A top US House lawmaker said that a Boeing manager sought to halt production of the 737 Max over safety concerns before the first of two fatal crashes that led to the jet’s worldwide grounding, reported Bloomberg.
Representative Peter DeFazio, the Chairman of the Transportation & Infrastructure Committee, included the new allegations in a prepared statement for a hearing at which Boeing Chief Executive Officer Dennis Muilenburg will testify.
“We now know of at least one case where a Boeing manager implored the then-vice president and general manager of the 737 programme to shut down the 737 Max production line because of safety concerns, several months before the Lion Air crash in October 2018,” said DeFazio, an Oregon Democrat.
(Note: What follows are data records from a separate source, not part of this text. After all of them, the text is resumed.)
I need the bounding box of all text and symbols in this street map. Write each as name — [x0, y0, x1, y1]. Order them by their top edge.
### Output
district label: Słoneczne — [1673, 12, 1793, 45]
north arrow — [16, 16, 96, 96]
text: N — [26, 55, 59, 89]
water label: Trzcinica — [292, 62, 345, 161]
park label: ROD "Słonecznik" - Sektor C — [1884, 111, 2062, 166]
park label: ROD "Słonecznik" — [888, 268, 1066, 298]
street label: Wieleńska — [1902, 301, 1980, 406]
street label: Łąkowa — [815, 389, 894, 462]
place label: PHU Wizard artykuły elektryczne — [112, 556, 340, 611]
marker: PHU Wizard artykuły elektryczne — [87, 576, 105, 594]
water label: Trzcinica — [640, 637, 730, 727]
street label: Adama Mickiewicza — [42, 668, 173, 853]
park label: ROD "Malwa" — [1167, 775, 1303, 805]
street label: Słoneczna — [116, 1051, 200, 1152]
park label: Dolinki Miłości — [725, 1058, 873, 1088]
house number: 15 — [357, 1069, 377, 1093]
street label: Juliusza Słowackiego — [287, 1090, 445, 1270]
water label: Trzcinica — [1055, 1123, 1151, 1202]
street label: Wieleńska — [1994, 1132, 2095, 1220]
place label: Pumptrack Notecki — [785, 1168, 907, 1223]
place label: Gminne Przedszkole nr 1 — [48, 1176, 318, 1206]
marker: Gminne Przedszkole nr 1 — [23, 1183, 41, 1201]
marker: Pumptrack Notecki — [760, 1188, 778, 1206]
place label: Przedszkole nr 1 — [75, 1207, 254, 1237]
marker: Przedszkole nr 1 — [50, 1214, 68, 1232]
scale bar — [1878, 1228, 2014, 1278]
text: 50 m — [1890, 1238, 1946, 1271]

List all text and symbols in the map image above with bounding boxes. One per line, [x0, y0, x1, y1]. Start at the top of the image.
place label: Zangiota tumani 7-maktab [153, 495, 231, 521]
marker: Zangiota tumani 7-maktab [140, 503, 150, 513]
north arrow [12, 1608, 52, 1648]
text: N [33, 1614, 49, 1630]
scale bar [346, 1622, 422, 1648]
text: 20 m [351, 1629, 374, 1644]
DeFazio’s accusations pile pressure on Muilenburg as the embattled CEO prepares for the second day of grilling on Capitol Hill. Muilenburg is fighting to save his job amid heightened scrutiny from Boeing directors. The CEO is also trying to salvage the US industrial titan’s reputation following months of bruising disclosures about shortcomings in the design and certification of the Max, Boeing’s best-selling jet.
DeFazio did not detail the nature of the safety concerns raised by the Boeing manager or how the company responded.
At least one whistle-blower also told the committee that the company sacrificed safety for cost savings, DeFazio wrote. According to DeFazio, Boeing also considered adding a more robust alerting system for the feature involved in two crashes before ultimately shelving the idea.
“We may never know what key steps could have been taken that would have altered the fate of those flights, but we do know that a variety of decisions could have made those planes safer and perhaps saved the lives of those on board,” added DeFazio.
The statement by DeFazio is the first detailed look at findings by the committee, which is conducting what the chairman called the “most extensive and important” investigation he’s seen during his time on the panel.
Muilenburg apologised directly to the family members of victims who died in the crashes—many of whom had brought large photos of their loved ones—and said the company was committed to safety and to learn from the accidents.